The judicial turnout was strong. Chief Judge Smith and Judges Krause and Roth were there all day, and Judges McKee and Chagares were there too, along with a bevy of district-court and state-court judges. (I sat next to a judge who worked on a David Bowie sewing project all morning.)
Oral argument video
The Ninth Circuit posts videos of its oral arguments on youtube. Yesterday an attendee asked why the Third Circuit doesn’t do that, too. Chief Judge Smith responded, “Stay tuned.” Pressed by the moderator what that meant, the Chief gave a friendly no-comment. I then pointed out that the Third Circuit website already makes it easy to access audio of oral arguments. Chief Judge Smith responded, “Thank you, Matthew — but stay tuned.” Make of that what you will.
Linda Greenhouse’s keynote
New York Times legal columnist Linda Greenhouse gave the lunchtime keynote, introduced by Chief Judge Smith who described her as “truly a major figure in the law.” Her theme: judges and journalists are “in the same serious business,” both doing their best to make sure the public has an understanding of the law. When the courts and media find ways to work together in this common enterprise, she said, “everybody wins.”
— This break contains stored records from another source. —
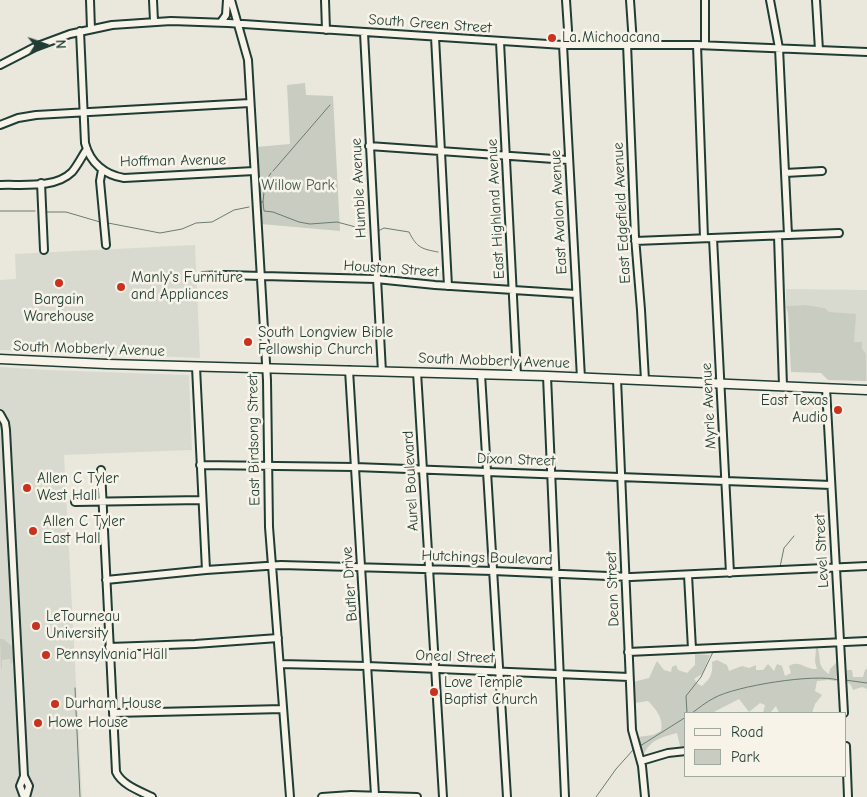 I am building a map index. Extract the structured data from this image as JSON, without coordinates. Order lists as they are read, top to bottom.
{
  "streets": {
    "main road": ["South Mobberly Avenue"],
    "street": [
      "South Green Street",
      "Hoffman Avenue",
      "Humble Avenue",
      "East Highland Avenue",
      "East Avalon Avenue",
      "East Edgefield Avenue",
      "Houston Street",
      "Myrle Avenue",
      "East Birdsong Street",
      "Dixon Street",
      "Aurel Boulevard",
      "Level Street",
      "Hutchings Boulevard",
      "Butler Drive",
      "Dean Street",
      "Oneal Street"
    ]
  },
  "crossings": [
    ["South Green Street", "Humble Avenue"],
    ["South Green Street", "East Highland Avenue"],
    ["South Green Street", "East Avalon Avenue"],
    ["South Green Street", "East Edgefield Avenue"],
    ["South Green Street", "East Birdsong Street"],
    ["Hoffman Avenue", "East Birdsong Street"],
    ["Humble Avenue", "Houston Street"],
    ["Humble Avenue", "South Mobberly Avenue"],
    ["East Highland Avenue", "Houston Street"],
    ["East Highland Avenue", "South Mobberly Avenue"],
    ["East Avalon Avenue", "Houston Street"],
    ["East Avalon Avenue", "South Mobberly Avenue"],
    ["East Edgefield Avenue", "South Mobberly Avenue"],
    ["Houston Street", "East Birdsong Street"],
    ["South Mobberly Avenue", "Myrle Avenue"],
    ["South Mobberly Avenue", "East Birdsong Street"],
    ["South Mobberly Avenue", "Aurel Boulevard"],
    ["South Mobberly Avenue", "Level Street"],
    ["South Mobberly Avenue", "Butler Drive"],
    ["South Mobberly Avenue", "Dean Street"],
    ["Myrle Avenue", "Dixon Street"],
    ["Myrle Avenue", "Hutchings Boulevard"],
    ["East Birdsong Street", "Dixon Street"],
    ["East Birdsong Street", "Hutchings Boulevard"],
    ["East Birdsong Street", "Oneal Street"],
    ["Dixon Street", "Aurel Boulevard"],
    ["Dixon Street", "Level Street"],
    ["Dixon Street", "Butler Drive"],
    ["Dixon Street", "Dean Street"],
    ["Aurel Boulevard", "Hutchings Boulevard"],
    ["Aurel Boulevard", "Oneal Street"],
    ["Level Street", "Hutchings Boulevard"],
    ["Hutchings Boulevard", "Butler Drive"],
    ["Hutchings Boulevard", "Dean Street"],
    ["Butler Drive", "Oneal Street"],
    ["Dean Street", "Oneal Street"]
  ],
  "parks": ["Willow Park"],
  "places": [
    "La Michoacana",
    "Bargain Warehouse",
    "Manly's Furniture and Appliances",
    "South Longview Bible Fellowship Church",
    "East Texas Audio",
    "Allen C Tyler West Hall",
    "Allen C Tyler East Hall",
    "LeTourneau University",
    "Pennsylvania Hall",
    "Love Temple Baptist Church",
    "Durham House",
    "Howe House"
  ],
  "legend": ["Road", "Park"],
  "north": "right"
}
Greenhouse described a Ninth Circuit judge’s shock when he learned that she’d had lunch with Justice Breyer; she said she decided to shock him some more by telling him Breyer had the Supreme Court press to lunch every year. And Chief Justice Burger held regular lunches with the Supreme Court reporters, a practice that Chief Justices Rehnquist and Roberts continued. The lunches are nuts-and-bolts conversations about what reporters need, what is the best thing the Court could do for them, etc. Greenhouse said that two recent changes — identifying individual Justices in the argument transcripts, and posting those transcripts the same day as the argument — both resulted from those lunches.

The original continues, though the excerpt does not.